*What the task asks*:
Once you find the line with "Domain Data from" in the entries below, return exactly every line from it through the line with "Public Use Microdata".

Saved entries:
◇ ◇ ◇ ◇
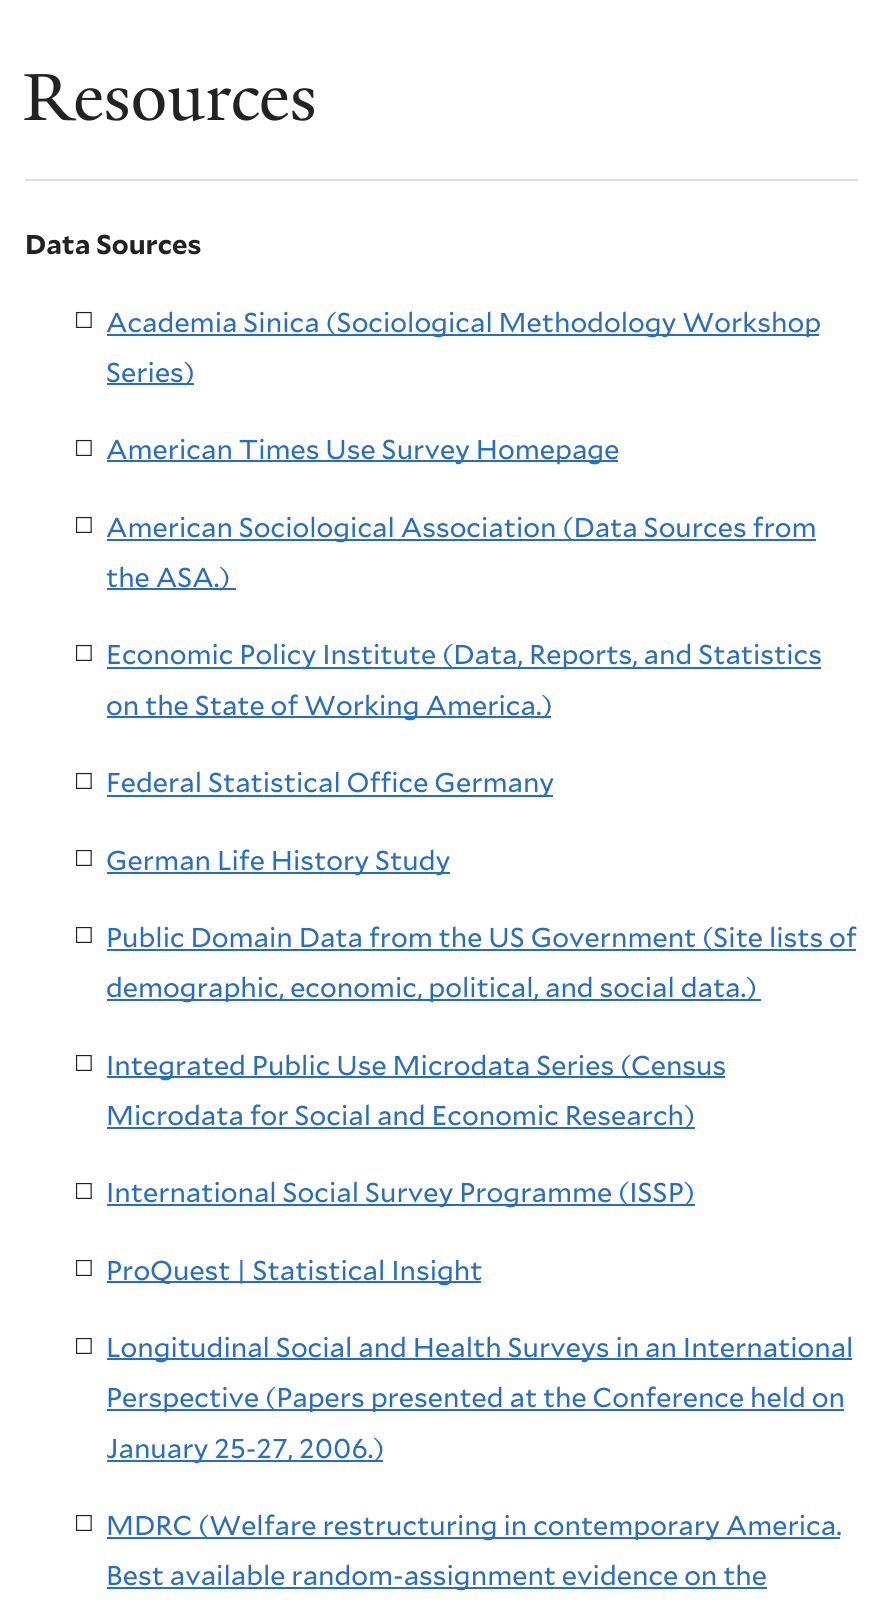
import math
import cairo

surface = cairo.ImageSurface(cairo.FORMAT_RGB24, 882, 1611)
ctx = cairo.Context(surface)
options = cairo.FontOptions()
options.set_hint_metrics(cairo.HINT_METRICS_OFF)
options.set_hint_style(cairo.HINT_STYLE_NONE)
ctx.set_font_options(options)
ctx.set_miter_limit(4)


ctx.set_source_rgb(1, 1, 1)
ctx.paint()
ctx.select_font_face("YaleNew")
ctx.set_font_size(72)
ctx.set_source_rgb(0.133, 0.133, 0.133)
ctx.move_to(23, 120)
ctx.show_text("Resources")
ctx.set_source_rgb(0.867, 0.867, 0.867)
ctx.rectangle(25, 179, 833, 2)
ctx.fill()
ctx.select_font_face("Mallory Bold", cairo.FONT_SLANT_NORMAL, cairo.FONT_WEIGHT_BOLD)
ctx.set_font_size(27.2)
ctx.set_source_rgb(0.133, 0.133, 0.133)
ctx.move_to(25, 254)
ctx.show_text("Data Sources")
ctx.select_font_face("DejaVu Sans")
ctx.set_font_size(22)
ctx.move_to(74, 328)
ctx.show_text("☐")
ctx.set_source_rgb(0.157, 0.427, 0.753)
ctx.rectangle(107, 334, 712, 2)
ctx.fill()
ctx.select_font_face("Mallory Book")
ctx.set_font_size(27.2)
ctx.move_to(106, 332)
ctx.show_text("Academia Sinica (Sociological Methodology Workshop")
ctx.rectangle(107, 383, 87, 2)
ctx.fill()
ctx.move_to(106, 382)
ctx.show_text("Series)")
ctx.select_font_face("DejaVu Sans")
ctx.set_font_size(22)
ctx.set_source_rgb(0.133, 0.133, 0.133)
ctx.move_to(74, 456)
ctx.show_text("☐")
ctx.set_source_rgb(0.157, 0.427, 0.753)
ctx.rectangle(107, 460, 511, 2)
ctx.fill()
ctx.select_font_face("Mallory Book")
ctx.set_font_size(27.2)
ctx.move_to(106, 459)
ctx.show_text("American Times Use Survey Homepage")
ctx.select_font_face("DejaVu Sans")
ctx.set_font_size(22)
ctx.set_source_rgb(0.133, 0.133, 0.133)
ctx.move_to(74, 533)
ctx.show_text("☐")
ctx.set_source_rgb(0.157, 0.427, 0.753)
ctx.rectangle(107, 539, 709, 2)
ctx.fill()
ctx.select_font_face("Mallory Book")
ctx.set_font_size(27.2)
ctx.move_to(106, 537)
ctx.show_text("American Sociological Association (Data Sources from")
ctx.rectangle(107, 588, 129, 2)
ctx.fill()
ctx.move_to(106, 587)
ctx.show_text("the ASA.)")
ctx.select_font_face("DejaVu Sans")
ctx.set_font_size(22)
ctx.set_source_rgb(0.133, 0.133, 0.133)
ctx.move_to(74, 661)
ctx.show_text("☐")
ctx.set_source_rgb(0.157, 0.427, 0.753)
ctx.rectangle(107, 667, 714, 2)
ctx.fill()
ctx.select_font_face("Mallory Book")
ctx.set_font_size(27.2)
ctx.move_to(106, 664)
ctx.show_text("Economic Policy Institute (Data, Reports, and Statistics")
ctx.rectangle(107, 716, 444, 2)
ctx.fill()
ctx.move_to(106, 715)
ctx.show_text("on the State of Working America.)")
ctx.select_font_face("DejaVu Sans")
ctx.set_font_size(22)
ctx.set_source_rgb(0.133, 0.133, 0.133)
ctx.move_to(74, 789)
ctx.show_text("☐")
ctx.set_source_rgb(0.157, 0.427, 0.753)
ctx.rectangle(107, 795, 446, 2)
ctx.fill()
ctx.select_font_face("Mallory Book")
ctx.set_font_size(27.2)
ctx.move_to(106, 792)
ctx.show_text("Federal Statistical Office Germany")
ctx.select_font_face("DejaVu Sans")
ctx.set_font_size(22)
ctx.set_source_rgb(0.133, 0.133, 0.133)
ctx.move_to(74, 866)
ctx.show_text("☐")
ctx.set_source_rgb(0.157, 0.427, 0.753)
ctx.rectangle(107, 872, 343, 2)
ctx.fill()
ctx.select_font_face("Mallory Book")
ctx.set_font_size(27.2)
ctx.move_to(106, 870)
ctx.show_text("German Life History Study")
ctx.select_font_face("DejaVu Sans")
ctx.set_font_size(22)
ctx.set_source_rgb(0.133, 0.133, 0.133)
ctx.move_to(74, 943)
ctx.show_text("☐")
ctx.set_source_rgb(0.157, 0.427, 0.753)
ctx.rectangle(107, 949, 749, 2)
ctx.fill()
ctx.select_font_face("Mallory Book")
ctx.set_font_size(27.2)
ctx.move_to(106, 947)
ctx.show_text("Public Domain Data from the US Government (Site lists of")
ctx.rectangle(107, 999, 654, 2)
ctx.fill()
ctx.move_to(106, 997)
ctx.show_text("demographic, economic, political, and social data.)")
ctx.select_font_face("DejaVu Sans")
ctx.set_font_size(22)
ctx.set_source_rgb(0.133, 0.133, 0.133)
ctx.move_to(74, 1071)
ctx.show_text("☐")
ctx.set_source_rgb(0.157, 0.427, 0.753)
ctx.rectangle(107, 1076, 618, 2)
ctx.fill()
ctx.select_font_face("Mallory Book")
ctx.set_font_size(27.2)
ctx.move_to(106, 1075)
ctx.show_text("Integrated Public Use Microdata Series (Census")
ctx.rectangle(107, 1127, 588, 2)
ctx.fill()
ctx.move_to(106, 1125)
ctx.show_text("Microdata for Social and Economic Research)")
ctx.select_font_face("DejaVu Sans")
ctx.set_font_size(22)
ctx.set_source_rgb(0.133, 0.133, 0.133)
ctx.move_to(74, 1199)
ctx.show_text("☐")
ctx.set_source_rgb(0.157, 0.427, 0.753)
ctx.rectangle(107, 1204, 588, 2)
ctx.fill()
ctx.select_font_face("Mallory Book")
ctx.set_font_size(27.2)
ctx.move_to(106, 1202)
ctx.show_text("International Social Survey Programme (ISSP)")
ctx.select_font_face("DejaVu Sans")
ctx.set_font_size(22)
ctx.set_source_rgb(0.133, 0.133, 0.133)
ctx.move_to(74, 1276)
ctx.show_text("☐")
ctx.set_source_rgb(0.157, 0.427, 0.753)
ctx.rectangle(107, 1281, 374, 2)
ctx.fill()
ctx.select_font_face("Mallory Book")
ctx.set_font_size(27.2)
ctx.move_to(106, 1280)
ctx.show_text("ProQuest | Statistical Insight")
ctx.select_font_face("DejaVu Sans")
ctx.set_font_size(22)
ctx.set_source_rgb(0.133, 0.133, 0.133)
ctx.move_to(74, 1354)
ctx.show_text("☐")
ctx.set_source_rgb(0.157, 0.427, 0.753)
ctx.rectangle(107, 1358, 745, 2)
ctx.fill()
ctx.select_font_face("Mallory Book")
ctx.set_font_size(27.2)
ctx.move_to(106, 1357)
ctx.show_text("Longitudinal Social and Health Surveys in an International")
ctx.rectangle(107, 1409, 737, 2)
ctx.fill()
ctx.move_to(106, 1407)
ctx.show_text("Perspective (Papers presented at the Conference held on")
ctx.rectangle(107, 1460, 276, 2)
ctx.fill()
ctx.move_to(106, 1458)
ctx.show_text("January 25-27, 2006.)")
ctx.select_font_face("DejaVu Sans")
ctx.set_font_size(22)
ctx.set_source_rgb(0.133, 0.133, 0.133)
ctx.move_to(74, 1531)
ctx.show_text("☐")
ctx.set_source_rgb(0.157, 0.427, 0.753)
ctx.rectangle(107, 1537, 733, 2)
ctx.fill()
ctx.select_font_face("Mallory Book")
ctx.set_font_size(27.2)
ctx.move_to(106, 1535)
ctx.show_text("MDRC (Welfare restructuring in contemporary America.")
ctx.rectangle(107, 1587, 660, 2)
ctx.fill()
ctx.move_to(106, 1585)
ctx.show_text("Best available random-assignment evidence on the")
surface.write_to_png("page.png")
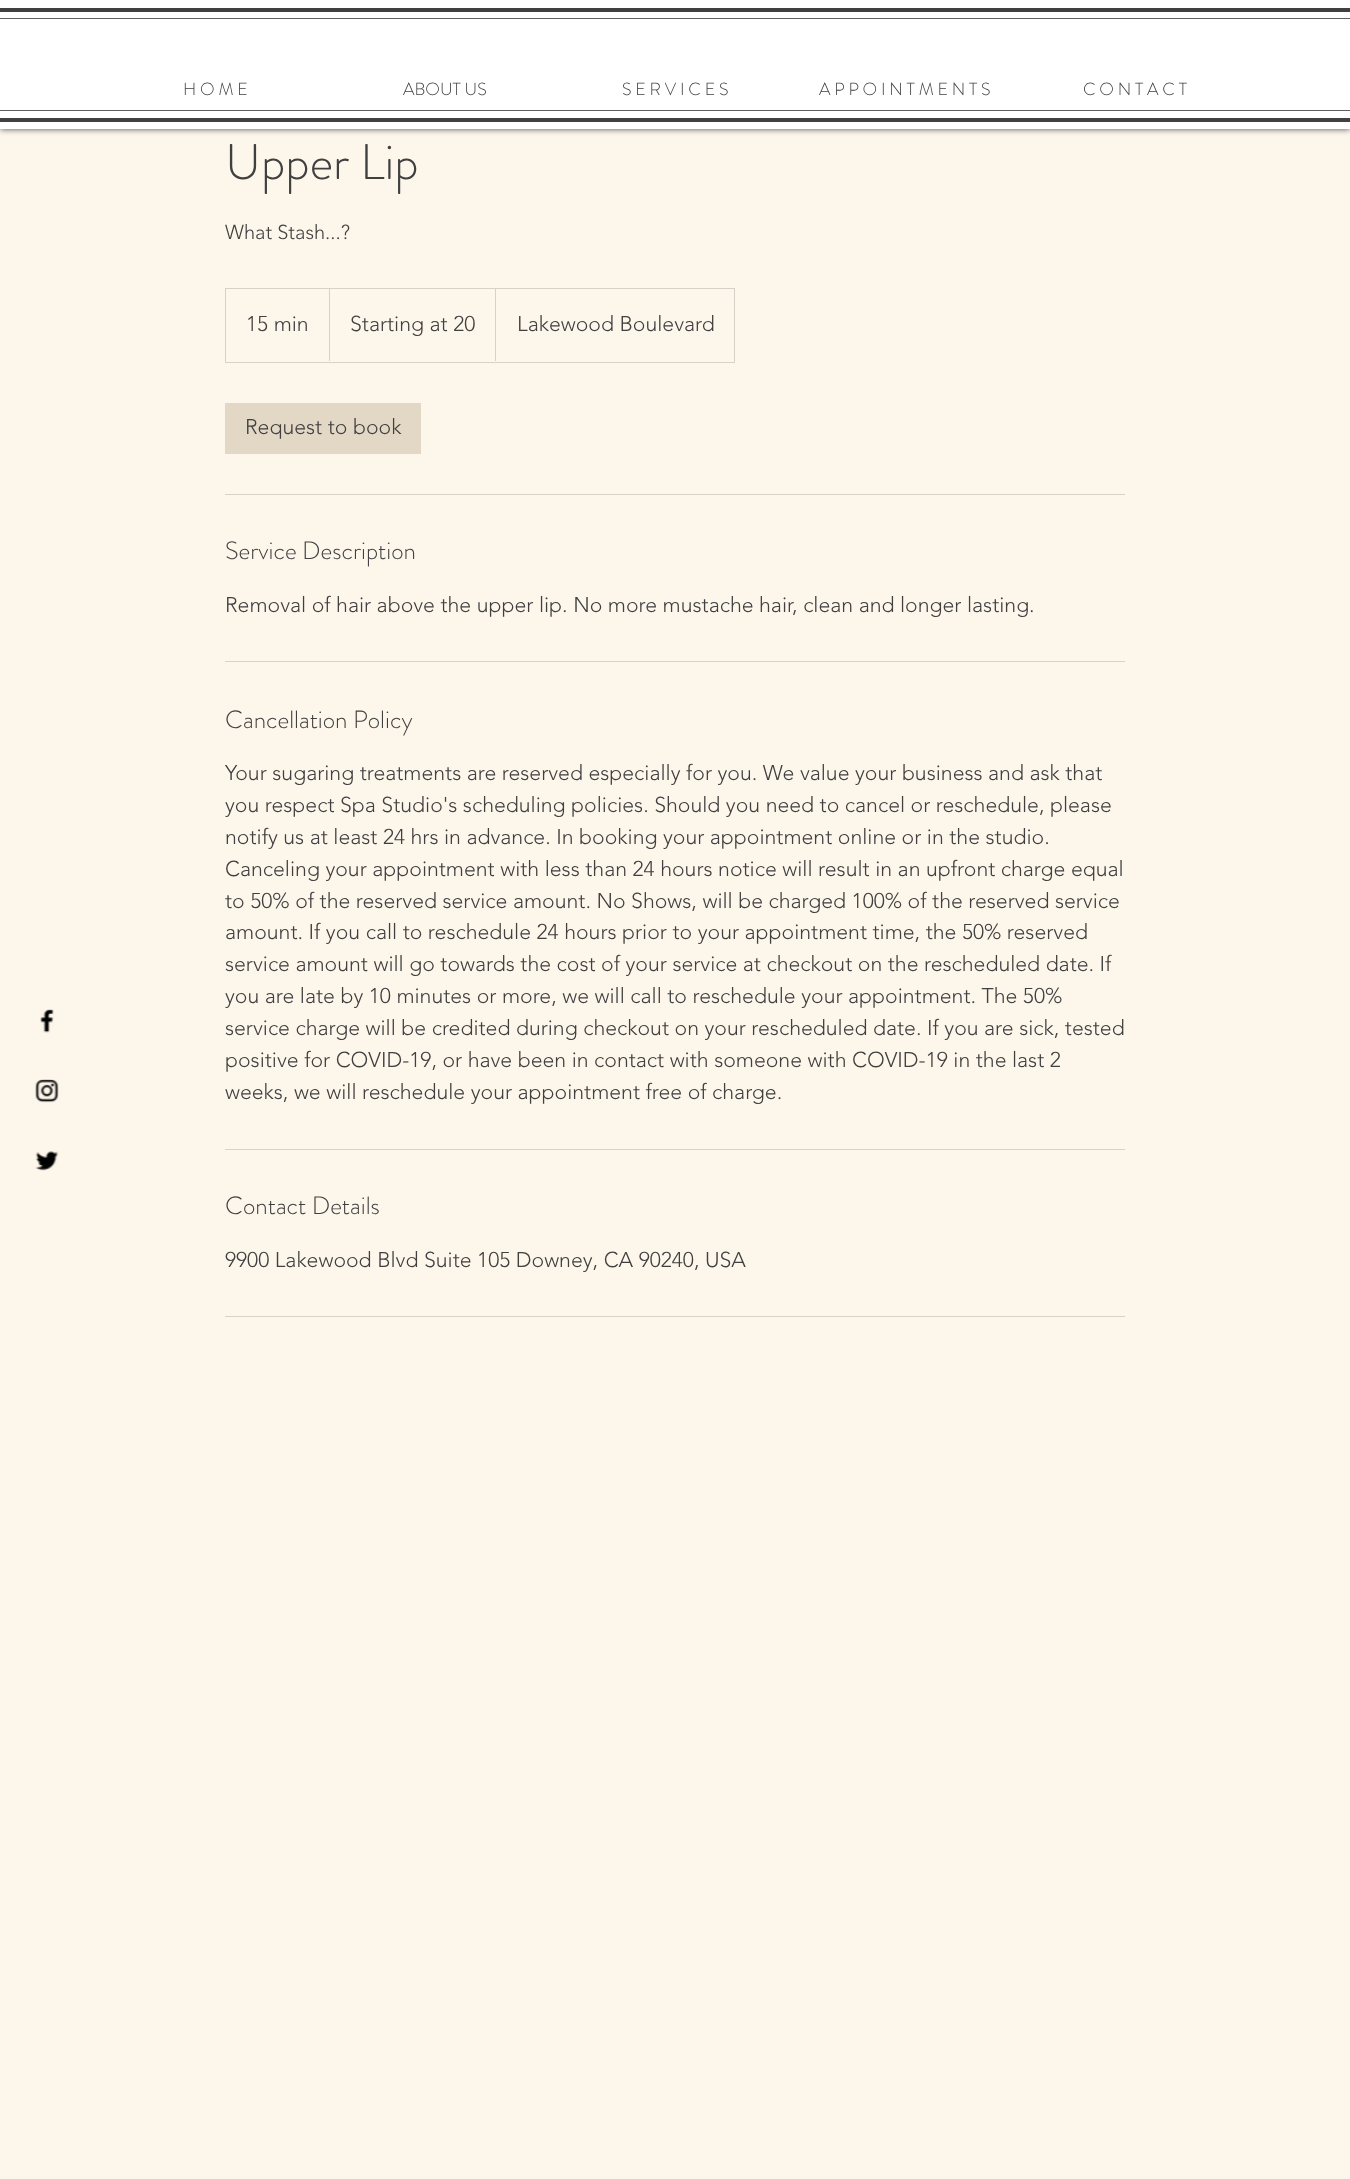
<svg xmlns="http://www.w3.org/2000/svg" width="1350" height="2179">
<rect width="100%" height="100%" fill="#fdf6eb"/>
<rect width="1350" height="129" fill="#000000b3" filter="blur(3px)"/>
<rect width="1350" height="129" fill="#fff"/>
<rect y="8" width="1350" height="4" fill="#404041"/>
<rect y="118" width="1350" height="4" fill="#404041"/>
<rect y="18" width="1350" height="1" fill="#605e5e"/>
<rect y="110" width="1350" height="1" fill="#605e5e"/>
<text x="183" y="95" style="font-family:'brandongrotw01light';font-size:17.5px;font-weight:300;fill:#404041">H O M E</text>
<text x="403" y="95" style="font-family:'brandongrotw01light';font-size:17.5px;font-weight:300;fill:#404041">ABOUT US</text>
<text x="622" y="95" style="font-family:'brandongrotw01light';font-size:17.5px;font-weight:300;fill:#404041">S E R V I C E S</text>
<text x="819" y="95" style="font-family:'brandongrotw01light';font-size:17.5px;font-weight:300;fill:#404041">A P P O I N T M E N T S</text>
<text x="1083" y="95" style="font-family:'brandongrotw01light';font-size:17.5px;font-weight:300;fill:#404041">C O N T A C T</text>
<image x="40" y="1009" width="14" height="24" href="media/1.png"/>
<image x="35" y="1079" width="24" height="24" href="media/2.png"/>
<image x="35" y="1151" width="24" height="20" href="media/3.png"/>
<text x="225" y="179" style="font-family:'brandongrotw01light';font-size:50px;font-weight:300;fill:#404041">Upper Lip</text>
<text x="225" y="239" style="font-family:'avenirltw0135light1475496';font-size:20px;font-weight:300;fill:#404041">What Stash...?</text>
<rect x="225.5" y="288.5" width="509" height="74" fill="none" stroke="#d7d2c9"/>
<text x="246" y="331" style="font-family:'avenirltw0135light1475496';font-size:21.25px;font-weight:300;fill:#404041">15 min</text>
<path d="M329 361v-73l1 1v72z" fill="#d7d2c9"/>
<text x="350" y="331" style="font-family:'avenirltw0135light1475496';font-size:21.25px;font-weight:300;fill:#404041">Starting at 20</text>
<path d="M495 361v-73l1 1v72z" fill="#d7d2c9"/>
<text x="517" y="331" style="font-family:'avenirltw0135light1475496';font-size:21.25px;font-weight:300;fill:#404041">Lakewood Boulevard</text>
<rect x="225" y="403" width="196" height="51" fill="#e3d8c5"/>
<text x="245" y="434" style="font-family:'avenirltw0135light1475496';font-size:21.25px;font-weight:300;fill:#404041">Request to book</text>
<rect x="225" y="494" width="900" height="1" fill="#d7d2c9"/>
<text x="225" y="559" style="font-family:'brandongrotw01light';font-size:25px;font-weight:300;fill:#404041">Service Description</text>
<text x="225" y="612" style="font-family:'avenirltw0135light1475496';font-size:21.25px;font-weight:300;fill:#404041">Removal of hair above the upper lip. No more mustache hair, clean and longer lasting.</text>
<rect x="225" y="661" width="900" height="1" fill="#d7d2c9"/>
<text x="225" y="728" style="font-family:'brandongrotw01light';font-size:25px;font-weight:300;fill:#404041">Cancellation Policy</text>
<text x="225" y="780" style="font-family:'avenirltw0135light1475496';font-size:21.25px;font-weight:300;fill:#404041">Your sugaring treatments are reserved especially for you. We value your business and ask that</text>
<text x="225" y="812" style="font-family:'avenirltw0135light1475496';font-size:21.25px;font-weight:300;fill:#404041">you respect Spa Studio's scheduling policies. Should you need to cancel or reschedule, please</text>
<text x="225" y="844" style="font-family:'avenirltw0135light1475496';font-size:21.25px;font-weight:300;fill:#404041">notify us at least 24 hrs in advance. In booking your appointment online or in the studio.</text>
<text x="225" y="876" style="font-family:'avenirltw0135light1475496';font-size:21.25px;font-weight:300;fill:#404041">Canceling your appointment with less than 24 hours notice will result in an upfront charge equal</text>
<text x="225" y="908" style="font-family:'avenirltw0135light1475496';font-size:21.25px;font-weight:300;fill:#404041">to 50% of the reserved service amount. No Shows, will be charged 100% of the reserved service</text>
<text x="225" y="939" style="font-family:'avenirltw0135light1475496';font-size:21.25px;font-weight:300;fill:#404041">amount. If you call to reschedule 24 hours prior to your appointment time, the 50% reserved</text>
<text x="225" y="971" style="font-family:'avenirltw0135light1475496';font-size:21.25px;font-weight:300;fill:#404041">service amount will go towards the cost of your service at checkout on the rescheduled date. If</text>
<text x="225" y="1003" style="font-family:'avenirltw0135light1475496';font-size:21.25px;font-weight:300;fill:#404041">you are late by 10 minutes or more, we will call to reschedule your appointment. The 50%</text>
<text x="225" y="1035" style="font-family:'avenirltw0135light1475496';font-size:21.25px;font-weight:300;fill:#404041">service charge will be credited during checkout on your rescheduled date. If you are sick, tested</text>
<text x="225" y="1067" style="font-family:'avenirltw0135light1475496';font-size:21.25px;font-weight:300;fill:#404041">positive for COVID-19, or have been in contact with someone with COVID-19 in the last 2</text>
<text x="225" y="1099" style="font-family:'avenirltw0135light1475496';font-size:21.25px;font-weight:300;fill:#404041">weeks, we will reschedule your appointment free of charge.</text>
<rect x="225" y="1149" width="900" height="1" fill="#d7d2c9"/>
<text x="225" y="1214" style="font-family:'brandongrotw01light';font-size:25px;font-weight:300;fill:#404041">Contact Details</text>
<text x="225" y="1267" style="font-family:'avenirltw0135light1475496';font-size:21.25px;font-weight:300;fill:#404041">9900 Lakewood Blvd Suite 105 Downey, CA 90240, USA</text>
<rect x="225" y="1316" width="900" height="1" fill="#d7d2c9"/>
</svg>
◇ ◇ ◇ ◇
*Response box*:
ctx.show_text("Public Domain Data from the US Government (Site lists of")
ctx.rectangle(107, 999, 654, 2)
ctx.fill()
ctx.move_to(106, 997)
ctx.show_text("demographic, economic, political, and social data.)")
ctx.select_font_face("DejaVu Sans")
ctx.set_font_size(22)
ctx.set_source_rgb(0.133, 0.133, 0.133)
ctx.move_to(74, 1071)
ctx.show_text("☐")
ctx.set_source_rgb(0.157, 0.427, 0.753)
ctx.rectangle(107, 1076, 618, 2)
ctx.fill()
ctx.select_font_face("Mallory Book")
ctx.set_font_size(27.2)
ctx.move_to(106, 1075)
ctx.show_text("Integrated Public Use Microdata Series (Census")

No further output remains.